> TRY IT
Write out each line from the data below that includes the word "Right".

(Per-instance keypoint data)

[Start of Attachment]

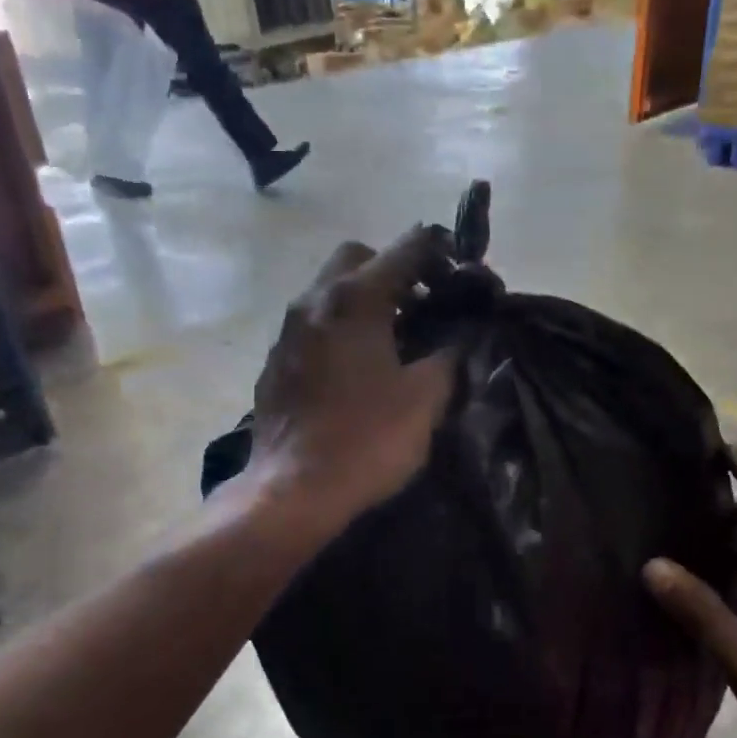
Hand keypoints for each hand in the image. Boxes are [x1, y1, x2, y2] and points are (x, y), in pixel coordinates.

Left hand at [246, 226, 457, 534]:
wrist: (293, 489)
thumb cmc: (366, 439)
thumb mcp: (425, 398)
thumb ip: (449, 354)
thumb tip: (458, 335)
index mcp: (355, 299)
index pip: (407, 248)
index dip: (441, 252)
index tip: (461, 274)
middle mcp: (314, 301)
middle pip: (357, 259)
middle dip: (393, 271)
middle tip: (421, 307)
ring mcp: (287, 331)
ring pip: (329, 291)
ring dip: (363, 301)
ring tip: (392, 340)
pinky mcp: (275, 362)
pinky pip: (312, 326)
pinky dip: (338, 329)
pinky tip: (355, 369)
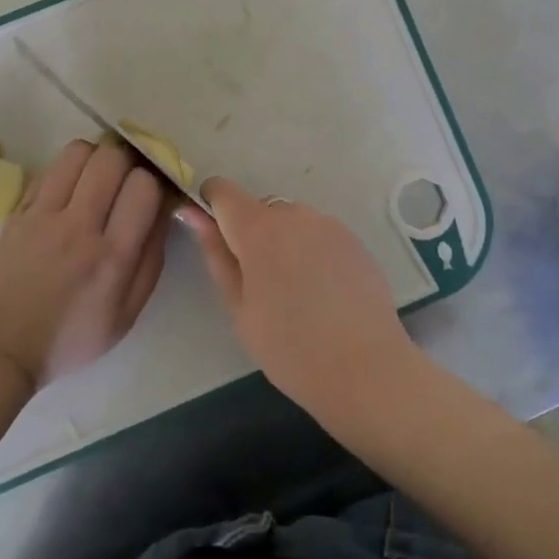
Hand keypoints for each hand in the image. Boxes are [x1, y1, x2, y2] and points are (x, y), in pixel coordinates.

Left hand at [0, 139, 169, 390]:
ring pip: (79, 151)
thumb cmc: (70, 338)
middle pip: (112, 158)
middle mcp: (79, 227)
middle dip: (128, 161)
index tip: (150, 196)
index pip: (143, 186)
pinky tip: (68, 192)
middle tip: (126, 180)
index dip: (154, 183)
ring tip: (97, 179)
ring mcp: (43, 214)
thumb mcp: (127, 315)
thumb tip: (164, 212)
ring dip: (96, 158)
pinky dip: (67, 170)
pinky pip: (50, 168)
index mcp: (112, 257)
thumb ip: (152, 260)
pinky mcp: (18, 210)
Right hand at [181, 179, 419, 426]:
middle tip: (258, 284)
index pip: (223, 190)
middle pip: (259, 208)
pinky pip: (319, 234)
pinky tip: (323, 292)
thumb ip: (216, 254)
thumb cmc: (289, 346)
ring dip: (284, 242)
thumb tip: (193, 214)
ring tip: (296, 292)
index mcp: (257, 228)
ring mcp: (328, 224)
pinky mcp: (354, 239)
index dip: (212, 205)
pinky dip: (312, 252)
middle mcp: (293, 213)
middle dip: (252, 234)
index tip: (215, 235)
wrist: (365, 367)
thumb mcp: (239, 307)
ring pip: (291, 222)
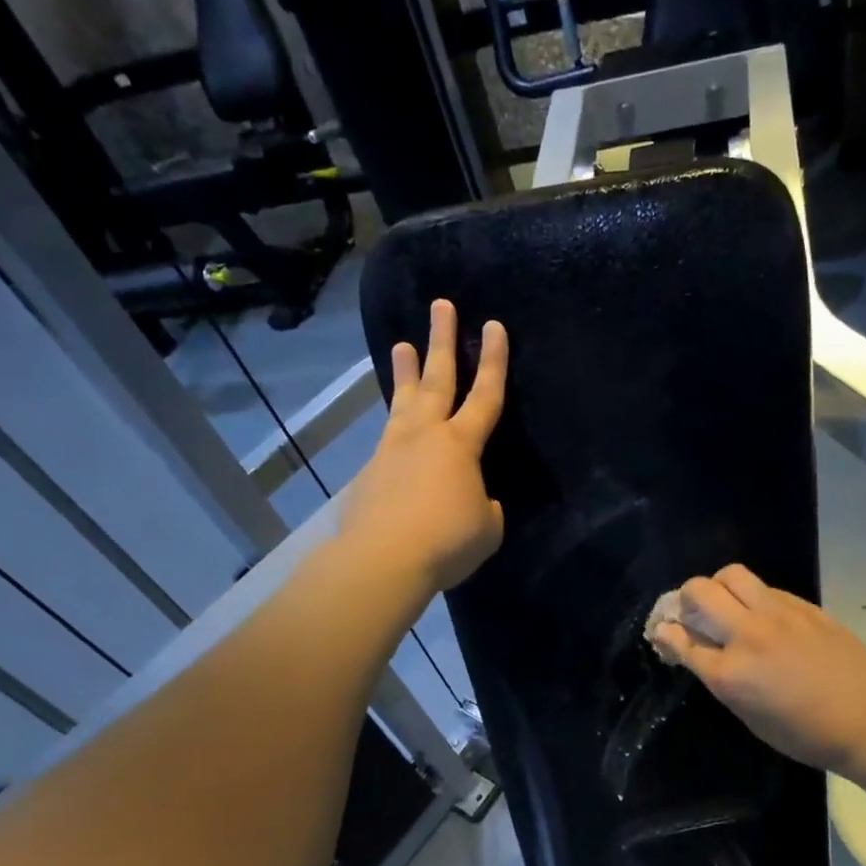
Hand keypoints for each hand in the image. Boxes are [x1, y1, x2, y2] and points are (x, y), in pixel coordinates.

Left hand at [342, 299, 508, 593]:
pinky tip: (395, 434)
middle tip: (440, 305)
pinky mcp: (370, 472)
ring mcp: (393, 450)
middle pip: (437, 379)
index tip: (494, 326)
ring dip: (405, 372)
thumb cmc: (447, 542)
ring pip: (403, 401)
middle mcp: (425, 435)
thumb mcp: (486, 528)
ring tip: (401, 344)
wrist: (383, 560)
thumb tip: (475, 500)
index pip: (485, 395)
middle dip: (441, 340)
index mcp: (461, 445)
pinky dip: (394, 428)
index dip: (494, 361)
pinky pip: (388, 439)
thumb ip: (485, 506)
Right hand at [649, 564, 865, 776]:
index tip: (663, 631)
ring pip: (731, 574)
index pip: (680, 638)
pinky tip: (763, 616)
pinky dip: (752, 596)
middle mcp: (747, 635)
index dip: (665, 632)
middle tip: (694, 615)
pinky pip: (764, 587)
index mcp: (729, 673)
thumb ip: (718, 677)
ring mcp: (777, 614)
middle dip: (685, 599)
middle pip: (699, 592)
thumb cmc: (803, 733)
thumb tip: (696, 649)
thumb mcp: (749, 715)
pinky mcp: (802, 605)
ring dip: (718, 587)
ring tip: (726, 605)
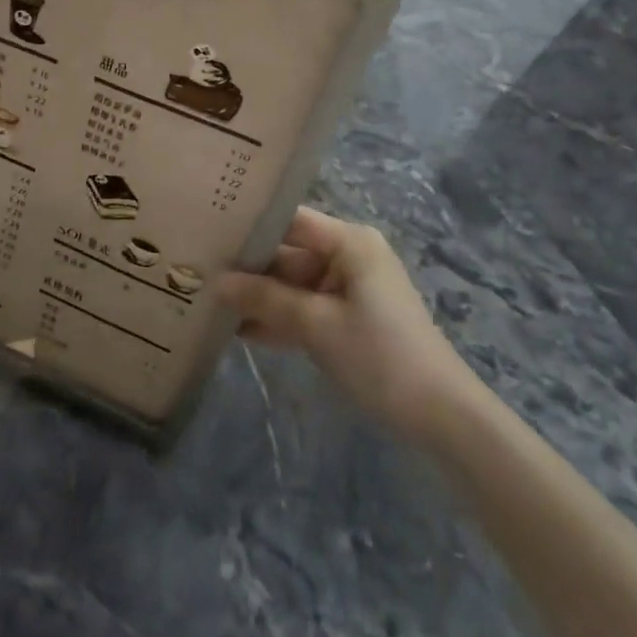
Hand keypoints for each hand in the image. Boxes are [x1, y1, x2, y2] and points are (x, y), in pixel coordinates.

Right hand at [216, 206, 483, 440]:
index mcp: (349, 242)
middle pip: (287, 253)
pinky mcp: (347, 319)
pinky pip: (304, 309)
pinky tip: (236, 331)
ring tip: (206, 301)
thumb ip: (264, 299)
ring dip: (258, 298)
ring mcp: (348, 289)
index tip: (206, 231)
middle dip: (247, 268)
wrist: (441, 416)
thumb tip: (215, 282)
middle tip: (196, 272)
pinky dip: (278, 319)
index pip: (289, 220)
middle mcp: (348, 256)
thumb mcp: (316, 324)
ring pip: (291, 285)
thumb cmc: (380, 356)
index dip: (249, 225)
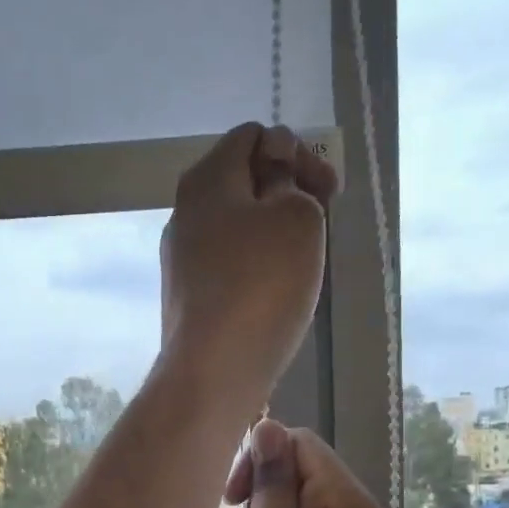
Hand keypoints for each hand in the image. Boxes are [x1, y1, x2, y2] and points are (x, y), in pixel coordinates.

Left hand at [160, 122, 338, 405]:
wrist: (213, 371)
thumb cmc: (260, 285)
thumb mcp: (297, 216)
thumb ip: (292, 182)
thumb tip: (274, 173)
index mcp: (206, 179)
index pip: (253, 136)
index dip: (296, 151)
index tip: (327, 190)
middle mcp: (184, 213)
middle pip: (243, 182)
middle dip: (288, 192)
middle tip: (320, 223)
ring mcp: (181, 260)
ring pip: (237, 227)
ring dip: (274, 234)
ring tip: (303, 262)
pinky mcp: (188, 300)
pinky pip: (229, 266)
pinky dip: (256, 268)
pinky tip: (275, 294)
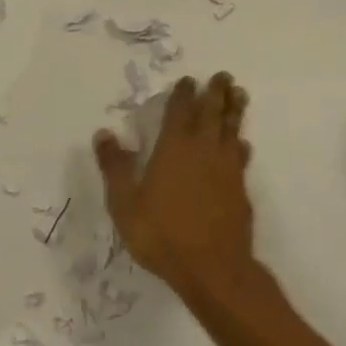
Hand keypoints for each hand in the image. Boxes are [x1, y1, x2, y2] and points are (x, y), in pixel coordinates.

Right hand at [93, 73, 257, 303]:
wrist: (213, 270)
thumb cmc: (162, 234)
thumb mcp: (125, 203)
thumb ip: (115, 167)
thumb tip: (103, 134)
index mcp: (174, 148)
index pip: (179, 112)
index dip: (183, 94)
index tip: (187, 80)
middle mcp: (203, 151)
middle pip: (212, 114)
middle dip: (216, 93)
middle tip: (223, 75)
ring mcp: (226, 170)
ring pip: (231, 131)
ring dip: (234, 111)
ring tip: (240, 95)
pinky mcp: (240, 191)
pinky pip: (241, 158)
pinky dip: (240, 146)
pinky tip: (242, 145)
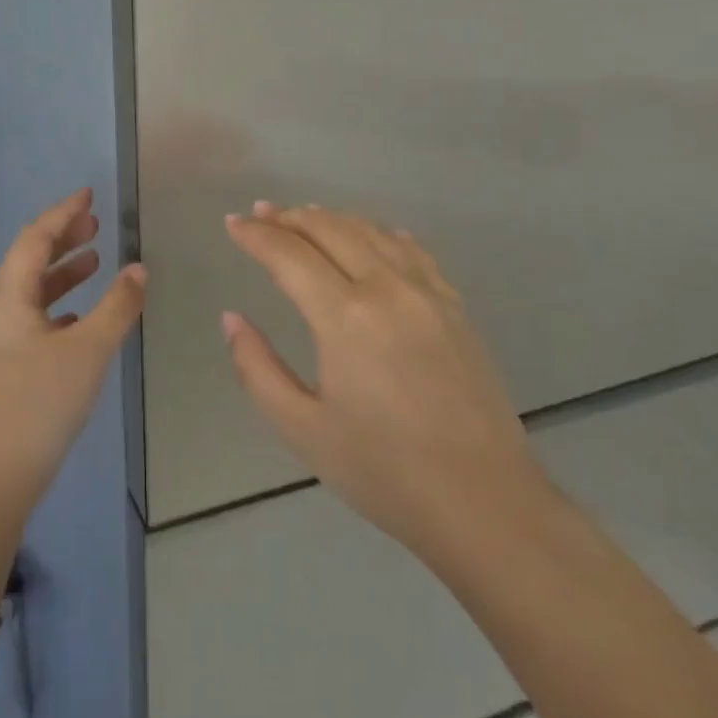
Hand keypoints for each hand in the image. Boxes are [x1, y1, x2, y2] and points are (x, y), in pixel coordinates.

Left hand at [0, 189, 146, 508]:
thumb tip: (138, 268)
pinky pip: (35, 318)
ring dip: (63, 272)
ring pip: (33, 290)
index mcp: (9, 295)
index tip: (89, 195)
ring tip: (95, 261)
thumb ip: (117, 306)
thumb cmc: (40, 401)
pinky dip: (60, 305)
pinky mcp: (6, 364)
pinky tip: (80, 316)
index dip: (63, 212)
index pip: (36, 237)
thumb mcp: (88, 349)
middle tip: (96, 224)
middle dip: (63, 238)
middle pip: (30, 259)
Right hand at [222, 202, 546, 555]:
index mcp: (345, 317)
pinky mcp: (456, 308)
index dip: (256, 236)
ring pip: (372, 232)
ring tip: (304, 217)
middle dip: (289, 217)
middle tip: (261, 214)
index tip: (232, 224)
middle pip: (331, 229)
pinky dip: (380, 233)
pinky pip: (412, 250)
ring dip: (332, 218)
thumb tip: (231, 318)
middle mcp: (388, 289)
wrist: (486, 503)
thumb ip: (256, 367)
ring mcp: (429, 294)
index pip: (289, 255)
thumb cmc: (384, 471)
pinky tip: (372, 236)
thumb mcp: (302, 429)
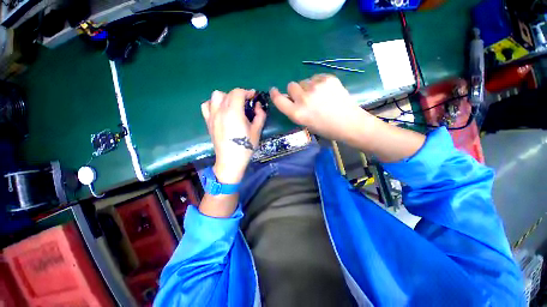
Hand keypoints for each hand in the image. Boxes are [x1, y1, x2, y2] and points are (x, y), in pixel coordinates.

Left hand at [201, 89, 265, 183]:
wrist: (230, 160)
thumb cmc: (245, 147)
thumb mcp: (257, 131)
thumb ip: (260, 115)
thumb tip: (258, 105)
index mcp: (234, 112)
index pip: (238, 93)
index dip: (247, 92)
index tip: (254, 97)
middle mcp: (220, 110)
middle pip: (228, 93)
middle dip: (239, 95)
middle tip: (246, 104)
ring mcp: (212, 116)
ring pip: (216, 96)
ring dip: (226, 97)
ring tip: (233, 106)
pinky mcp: (208, 122)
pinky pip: (207, 106)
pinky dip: (213, 104)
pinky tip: (220, 111)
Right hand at [271, 74, 424, 161]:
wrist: (349, 123)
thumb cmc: (325, 128)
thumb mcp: (305, 123)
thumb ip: (294, 110)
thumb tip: (289, 98)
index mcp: (297, 113)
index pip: (278, 100)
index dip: (275, 94)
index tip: (273, 90)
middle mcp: (303, 99)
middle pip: (291, 85)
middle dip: (295, 91)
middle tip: (305, 98)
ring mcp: (316, 87)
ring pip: (304, 81)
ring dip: (307, 87)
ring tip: (319, 96)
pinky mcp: (327, 79)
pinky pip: (316, 77)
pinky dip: (318, 83)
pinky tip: (327, 92)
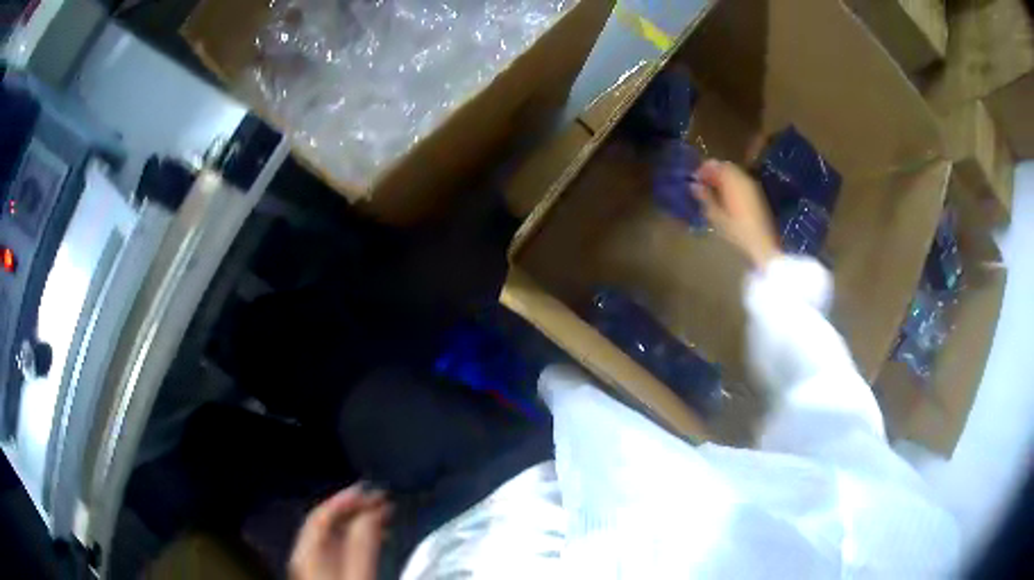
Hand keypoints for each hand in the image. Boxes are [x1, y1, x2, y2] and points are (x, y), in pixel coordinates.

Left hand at [289, 485, 391, 579]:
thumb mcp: (357, 572)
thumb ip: (362, 542)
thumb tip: (371, 511)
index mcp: (307, 550)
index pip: (322, 512)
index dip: (346, 497)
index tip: (370, 488)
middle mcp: (306, 554)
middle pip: (328, 522)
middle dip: (356, 507)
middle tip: (380, 499)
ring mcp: (315, 566)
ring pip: (335, 534)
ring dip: (359, 522)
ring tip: (382, 517)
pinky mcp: (327, 574)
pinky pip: (340, 548)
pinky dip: (357, 538)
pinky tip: (373, 541)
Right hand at [691, 160, 779, 268]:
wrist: (762, 244)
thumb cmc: (737, 232)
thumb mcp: (716, 216)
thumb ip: (705, 197)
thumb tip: (694, 185)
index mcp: (732, 182)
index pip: (716, 165)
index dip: (703, 168)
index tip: (694, 177)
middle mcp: (743, 179)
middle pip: (726, 167)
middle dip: (713, 171)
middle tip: (702, 182)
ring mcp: (752, 186)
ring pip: (734, 173)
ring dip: (722, 177)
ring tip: (712, 189)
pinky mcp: (756, 194)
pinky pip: (741, 180)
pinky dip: (731, 182)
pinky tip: (725, 195)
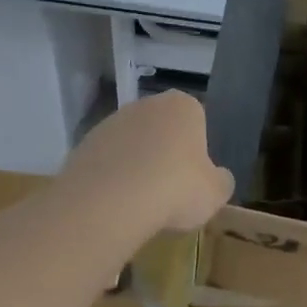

[End of Attachment]

> TASK OUTPUT
Right hand at [181, 179, 419, 426]:
Right hand at [649, 564, 865, 776]:
Right hand at [216, 206, 483, 440]:
Right hand at [93, 73, 257, 303]:
Right hand at [222, 202, 546, 555]:
Right hand at [271, 74, 424, 161]:
Right hand at [691, 160, 779, 268]:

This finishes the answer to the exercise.